Saved entries
=== Section Start ===

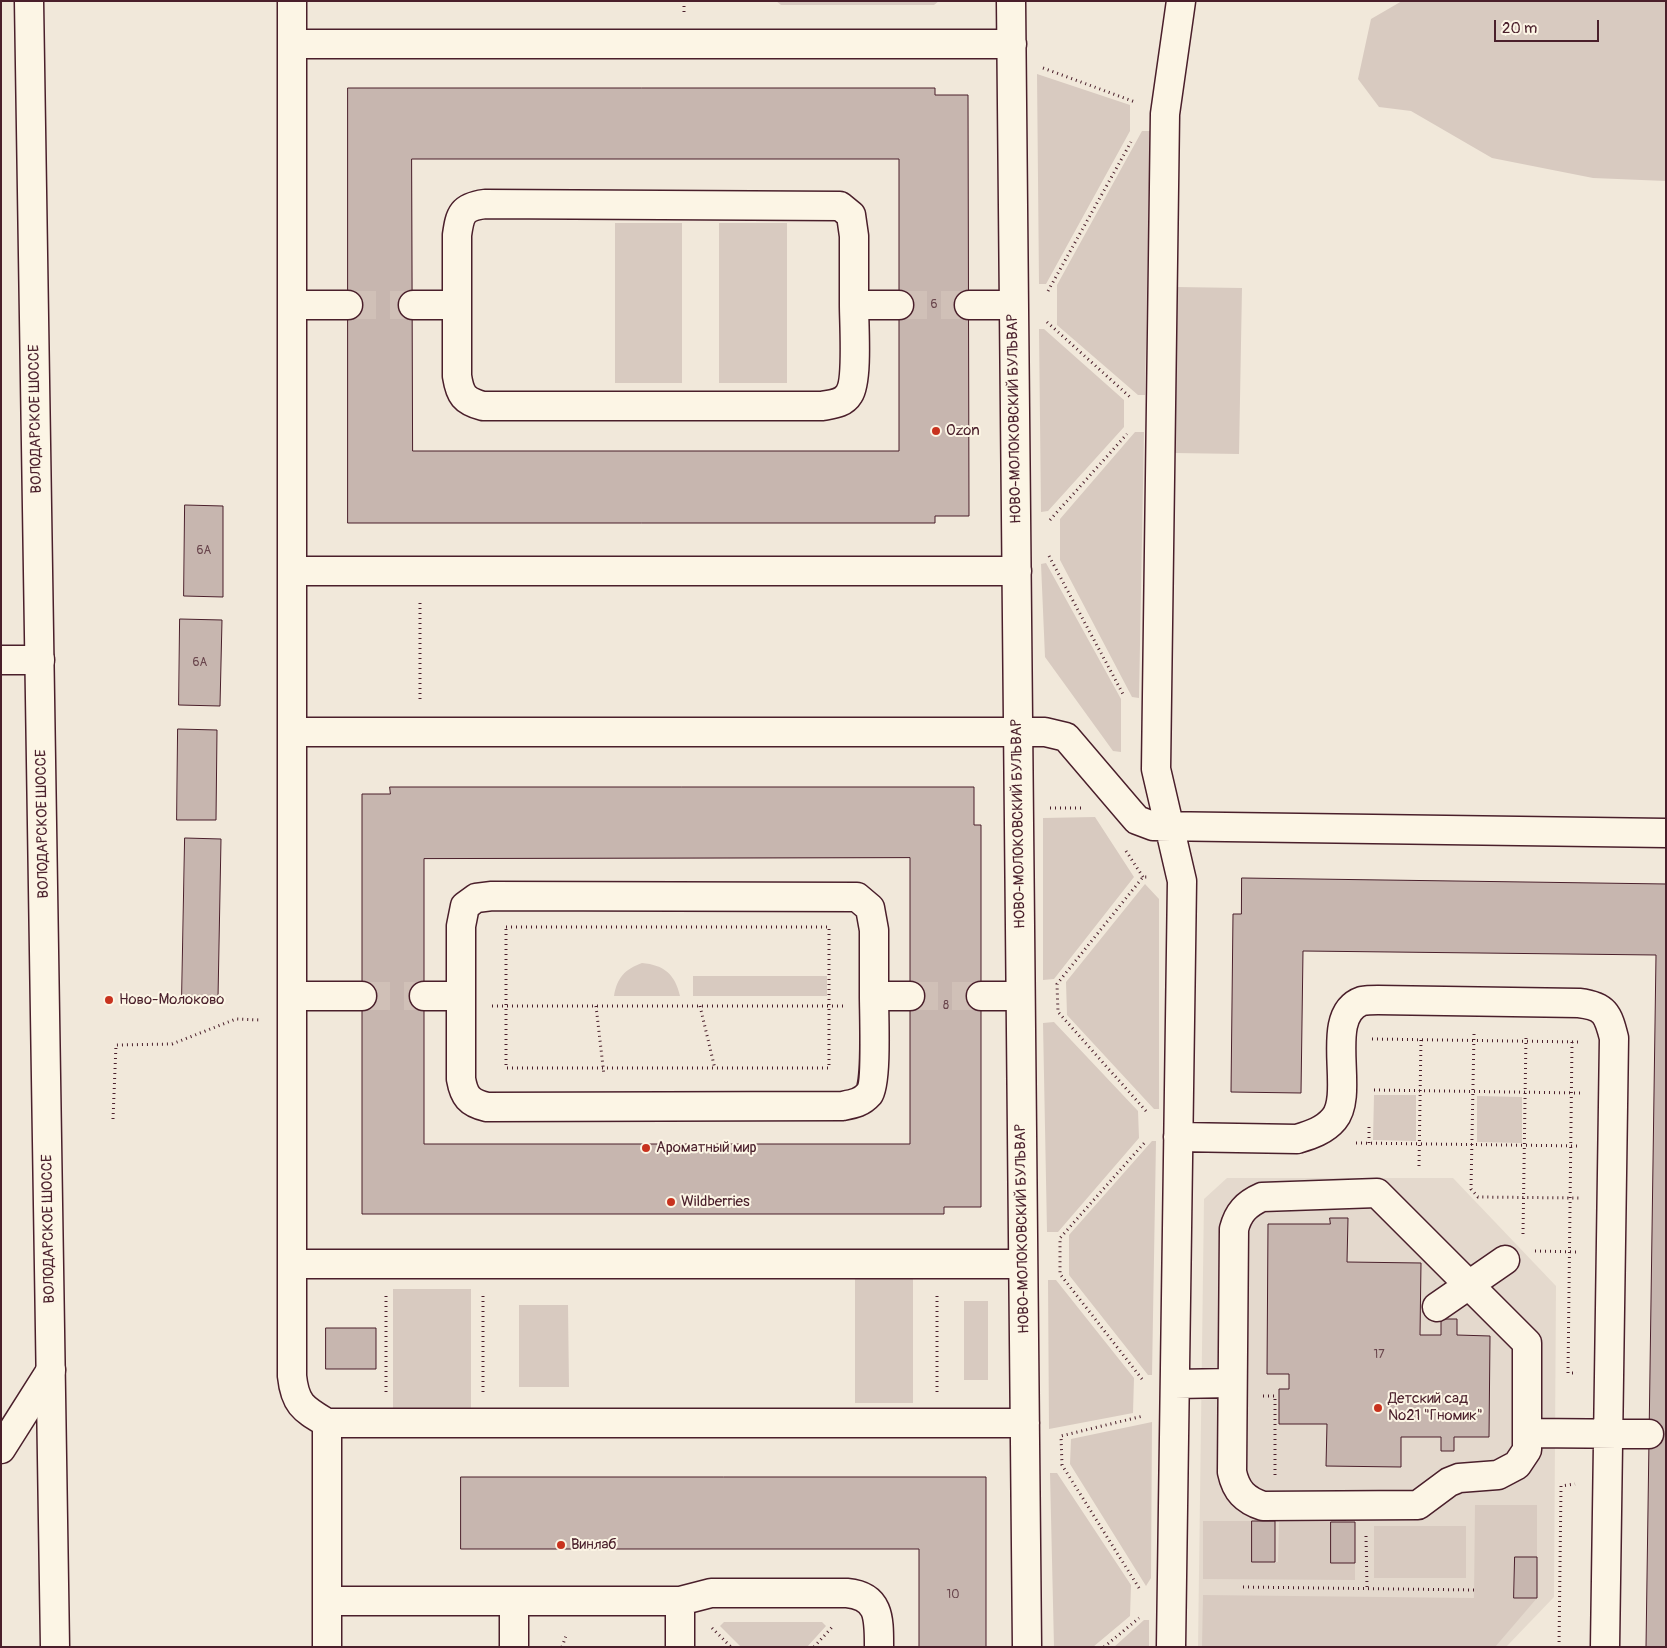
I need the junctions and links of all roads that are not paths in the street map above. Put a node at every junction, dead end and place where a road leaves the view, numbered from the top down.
1 (29, 1) edge
2 (292, 1) edge
3 (1011, 1) edge
4 (1182, 1) edge
5 (292, 44) junction
6 (1012, 50) junction
7 (854, 305) junction
8 (899, 305) tunnel mouth
9 (969, 305) tunnel mouth
10 (1014, 305) junction
11 (292, 306) junction
12 (348, 306) tunnel mouth
13 (413, 306) tunnel mouth
14 (457, 306) junction
15 (292, 571) junction
16 (1017, 571) junction
17 (1, 660) edge
18 (40, 660) junction
19 (292, 732) junction
20 (1018, 732) junction
21 (1169, 826) junction
22 (1666, 833) edge
23 (362, 996) tunnel mouth
24 (424, 996) tunnel mouth
25 (910, 996) tunnel mouth
26 (981, 996) tunnel mouth
27 (1020, 996) junction
28 (461, 1001) junction
29 (874, 1001) junction
30 (292, 1008) junction
31 (1178, 1137) junction
32 (1519, 1250) road end
33 (292, 1264) junction
34 (1023, 1264) junction
35 (1468, 1285) junction
36 (1438, 1307) dead end
37 (51, 1370) junction
38 (1174, 1384) junction
39 (1232, 1390) junction
40 (327, 1423) junction
41 (1025, 1423) junction
42 (1528, 1433) junction
43 (1608, 1434) junction
44 (1649, 1434) dead end
45 (1, 1449) edge
46 (327, 1601) junction
47 (514, 1601) junction
48 (680, 1601) junction
49 (55, 1647) edge
50 (327, 1647) edge
51 (514, 1647) edge
52 (680, 1647) edge
53 (880, 1647) edge
54 (1027, 1647) edge
55 (1171, 1647) edge
56 (1605, 1647) edge

1 - 18 street, ВОЛОДАРСКОЕ ШОССЕ
2 - 5 street
3 - 6 street, НОВО-МОЛОКОВСКИЙ БУЛЬВАР
4 - 21 street
5 - 6 street
5 - 11 street
6 - 10 street, НОВО-МОЛОКОВСКИЙ БУЛЬВАР
7 - 8 street
7 - 14 street
7 - 14 street
9 - 10 street
10 - 16 street, НОВО-МОЛОКОВСКИЙ БУЛЬВАР
11 - 12 street
11 - 15 street
13 - 14 street
15 - 16 street
15 - 19 street
16 - 20 street, НОВО-МОЛОКОВСКИЙ БУЛЬВАР
17 - 18 street
18 - 37 street, ВОЛОДАРСКОЕ ШОССЕ
19 - 20 street
19 - 30 street
20 - 21 street
20 - 27 street, НОВО-МОЛОКОВСКИЙ БУЛЬВАР
21 - 22 street
21 - 31 street
23 - 30 street
24 - 28 street
25 - 29 street
26 - 27 street
27 - 34 street, НОВО-МОЛОКОВСКИЙ БУЛЬВАР
28 - 29 street
28 - 29 street
30 - 33 street
31 - 38 street
31 - 43 street
32 - 35 street
33 - 34 street
33 - 40 street
34 - 41 street, НОВО-МОЛОКОВСКИЙ БУЛЬВАР
35 - 36 street
35 - 39 street
35 - 42 street
37 - 45 street
37 - 49 street, ВОЛОДАРСКОЕ ШОССЕ
38 - 39 street
38 - 55 street
39 - 42 street
40 - 41 street
40 - 46 street
41 - 54 street, НОВО-МОЛОКОВСКИЙ БУЛЬВАР
42 - 43 street
43 - 44 street
43 - 56 street
46 - 47 street
46 - 50 street
47 - 48 street
47 - 51 street
48 - 52 street
48 - 53 street

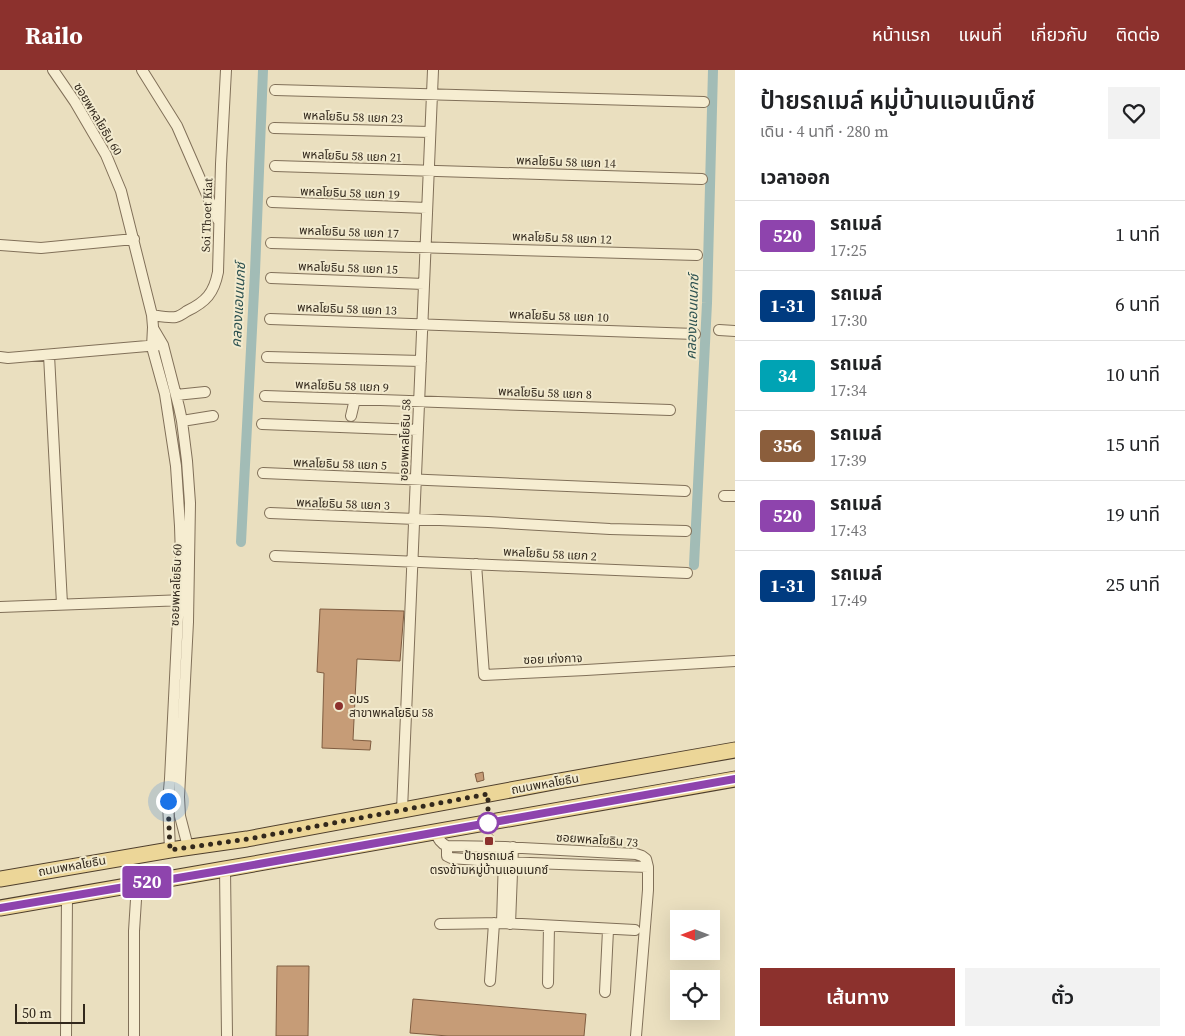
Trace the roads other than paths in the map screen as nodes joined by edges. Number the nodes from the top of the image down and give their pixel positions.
1 (53, 70) edge
2 (142, 70) edge
3 (226, 70) edge
4 (433, 70) edge
5 (275, 90) dead end
6 (432, 94) junction
7 (704, 102) dead end
8 (274, 128) dead end
9 (430, 132) junction
10 (275, 166) dead end
11 (429, 171) junction
12 (702, 179) dead end
13 (272, 202) dead end
14 (427, 208) junction
15 (219, 224) junction
16 (134, 239) junction
17 (271, 242) dead end
18 (0, 245) edge
19 (426, 247) junction
20 (697, 255) dead end
21 (271, 278) dead end
22 (424, 284) junction
23 (152, 315) junction
24 (270, 319) dead end
25 (422, 324) junction
26 (719, 330) dead end
27 (735, 331) edge
28 (695, 334) dead end
29 (157, 346) junction
30 (48, 355) junction
31 (0, 357) edge
32 (267, 358) dead end
33 (421, 361) junction
34 (204, 392) dead end
35 (176, 395) junction
36 (265, 396) dead end
37 (355, 398) junction
38 (419, 401) junction
39 (670, 410) dead end
40 (213, 416) dead end
41 (352, 416) dead end
42 (182, 421) junction
43 (262, 424) dead end
44 (418, 430) junction
45 (263, 473) dead end
46 (416, 480) junction
47 (685, 491) dead end
48 (270, 513) dead end
49 (414, 519) junction
50 (686, 532) dead end
51 (275, 556) dead end
52 (412, 561) junction
53 (476, 564) junction
54 (687, 573) dead end
55 (184, 600) junction
56 (62, 604) junction
57 (0, 606) edge
58 (183, 622) junction
59 (735, 661) edge
60 (733, 752) edge
61 (735, 780) edge
62 (402, 810) junction
63 (435, 832) junction
64 (446, 846) junction
65 (509, 847) junction
66 (188, 848) junction
67 (170, 850) junction
68 (508, 862) junction
69 (648, 867) junction
70 (225, 870) junction
71 (0, 879) edge
72 (137, 884) junction
73 (67, 896) junction
74 (0, 908) edge
75 (502, 923) junction
76 (440, 924) dead end
77 (550, 926) junction
78 (608, 930) junction
79 (635, 930) dead end
80 (490, 981) dead end
81 (548, 983) dead end
82 (604, 992) dead end
83 (66, 1036) edge
84 (134, 1036) edge
85 (227, 1036) edge
86 (636, 1036) edge

1 - 16 street, ซอยพหลโยธิน 60
2 - 15 street
3 - 15 street, Soi Thoet Kiat
4 - 6 street, ซอยพหลโยธิน 58
5 - 6 street
6 - 7 street
6 - 9 street, ซอยพหลโยธิน 58
8 - 9 street, พหลโยธิน 58 แยก 23
9 - 11 street, ซอยพหลโยธิน 58
10 - 11 street, พหลโยธิน 58 แยก 21
11 - 12 street, พหลโยธิน 58 แยก 14
11 - 14 street, ซอยพหลโยธิน 58
13 - 14 street, พหลโยธิน 58 แยก 19
14 - 19 street, ซอยพหลโยธิน 58
15 - 23 street, Soi Thoet Kiat
16 - 18 street
16 - 23 street, ซอยพหลโยธิน 60
17 - 19 street, พหลโยธิน 58 แยก 17
19 - 20 street, พหลโยธิน 58 แยก 12
19 - 22 street, ซอยพหลโยธิน 58
21 - 22 street, พหลโยธิน 58 แยก 15
22 - 25 street, ซอยพหลโยธิน 58
23 - 29 street, ซอยพหลโยธิน 60
24 - 25 street, พหลโยธิน 58 แยก 13
25 - 28 street, พหลโยธิน 58 แยก 10
25 - 33 street, ซอยพหลโยธิน 58
26 - 27 street
29 - 30 street
29 - 35 street, ซอยพหลโยธิน 60
29 - 55 street, ซอยพหลโยธิน 60
30 - 31 street
30 - 56 street
32 - 33 street
33 - 38 street, ซอยพหลโยธิน 58
34 - 35 street
35 - 42 street, ซอยพหลโยธิน 60
36 - 37 street, พหลโยธิน 58 แยก 9
37 - 38 street, พหลโยธิน 58 แยก 9
37 - 41 street
38 - 39 street, พหลโยธิน 58 แยก 8
38 - 44 street, ซอยพหลโยธิน 58
40 - 42 street
42 - 55 street, ซอยพหลโยธิน 60
43 - 44 street
44 - 46 street, ซอยพหลโยธิน 58
45 - 46 street, พหลโยธิน 58 แยก 5
46 - 47 street, พหลโยธิน 58 แยก 5
46 - 49 street, ซอยพหลโยธิน 58
48 - 49 street, พหลโยธิน 58 แยก 3
49 - 50 street, พหลโยธิน 58 แยก 3
49 - 52 street, ซอยพหลโยธิน 58
51 - 52 street, พหลโยธิน 58 แยก 2
52 - 53 street, พหลโยธิน 58 แยก 2
52 - 62 street, ซอยพหลโยธิน 58
53 - 54 street, พหลโยธิน 58 แยก 2
53 - 59 street, ซอย เก่งกาจ
55 - 56 street
55 - 58 street, ซอยพหลโยธิน 60
56 - 57 street
58 - 66 street, ซอยพหลโยธิน 60
58 - 67 street, ซอยพหลโยธิน 60
60 - 62 main road, ถนนพหลโยธิน
61 - 63 main road
62 - 66 main road, ถนนพหลโยธิน
63 - 64 street
63 - 70 main road
64 - 65 street, ซอยพหลโยธิน 73
64 - 68 street
65 - 68 street
65 - 69 street, ซอยพหลโยธิน 73
66 - 67 main road, ถนนพหลโยธิน
67 - 71 main road, ถนนพหลโยธิน
68 - 69 street
68 - 75 street
69 - 86 street
70 - 72 main road
70 - 85 street
72 - 73 main road
72 - 84 street
73 - 74 main road
73 - 83 street
75 - 76 street
75 - 77 street
75 - 80 street
77 - 78 street
77 - 81 street
78 - 79 street
78 - 82 street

=== Section End ===

About this task
In the data, count the lines that include the string "БУЛЬВАР", then give that number and nothing more.

Response to this exercise
8